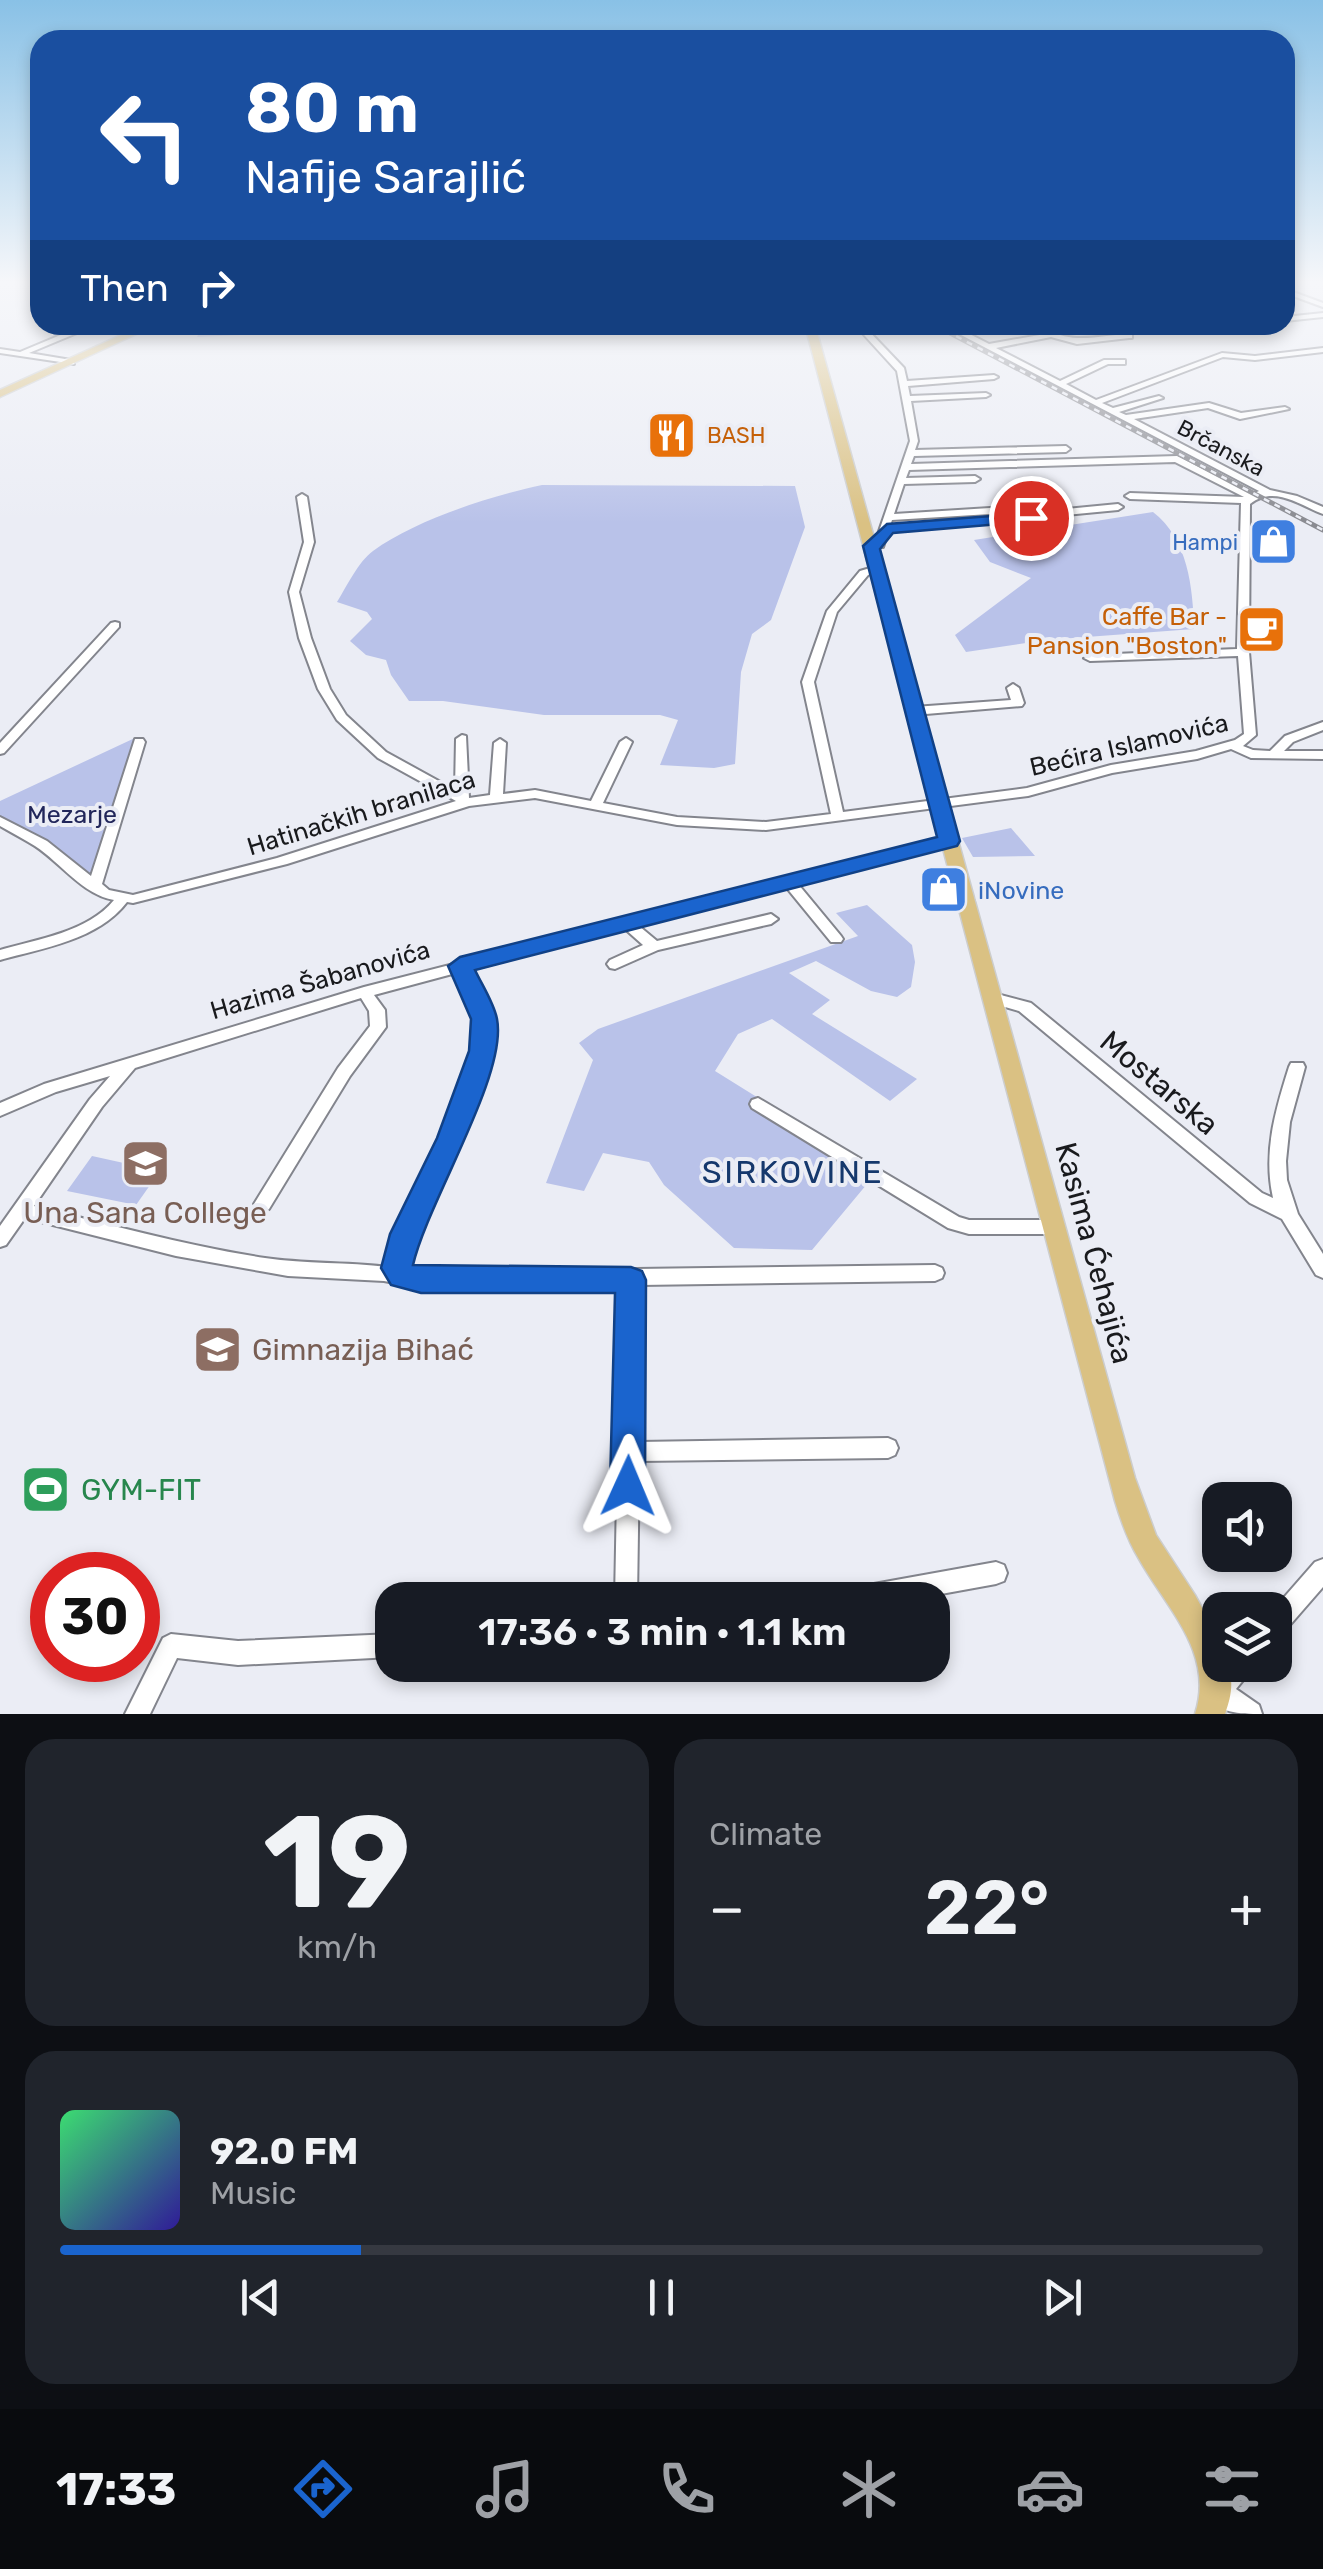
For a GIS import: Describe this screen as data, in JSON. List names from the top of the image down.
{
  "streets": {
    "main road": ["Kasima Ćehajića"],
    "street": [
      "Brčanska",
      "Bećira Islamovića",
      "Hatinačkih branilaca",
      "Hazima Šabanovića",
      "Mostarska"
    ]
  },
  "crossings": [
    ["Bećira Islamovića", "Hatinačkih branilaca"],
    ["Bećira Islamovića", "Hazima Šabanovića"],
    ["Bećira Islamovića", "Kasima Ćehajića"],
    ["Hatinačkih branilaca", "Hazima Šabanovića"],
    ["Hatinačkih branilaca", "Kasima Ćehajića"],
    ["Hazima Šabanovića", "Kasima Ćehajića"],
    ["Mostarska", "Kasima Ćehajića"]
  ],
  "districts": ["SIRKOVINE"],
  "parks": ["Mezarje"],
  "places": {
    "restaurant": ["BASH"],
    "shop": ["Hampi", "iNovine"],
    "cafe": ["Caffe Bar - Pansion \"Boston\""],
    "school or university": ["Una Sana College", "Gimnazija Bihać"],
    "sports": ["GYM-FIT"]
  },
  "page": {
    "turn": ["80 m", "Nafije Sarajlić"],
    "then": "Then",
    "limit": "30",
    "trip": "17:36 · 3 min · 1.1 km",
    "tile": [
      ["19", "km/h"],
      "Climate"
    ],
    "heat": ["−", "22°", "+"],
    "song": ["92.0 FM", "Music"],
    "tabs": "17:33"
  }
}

========================================================================

What you are asked to do:
Find the string "Islamovića" in the entries above and return each line that holds it.

Exercise result:
      "Bećira Islamovića",
    ["Bećira Islamovića", "Hatinačkih branilaca"],
    ["Bećira Islamovića", "Hazima Šabanovića"],
    ["Bećira Islamovića", "Kasima Ćehajića"],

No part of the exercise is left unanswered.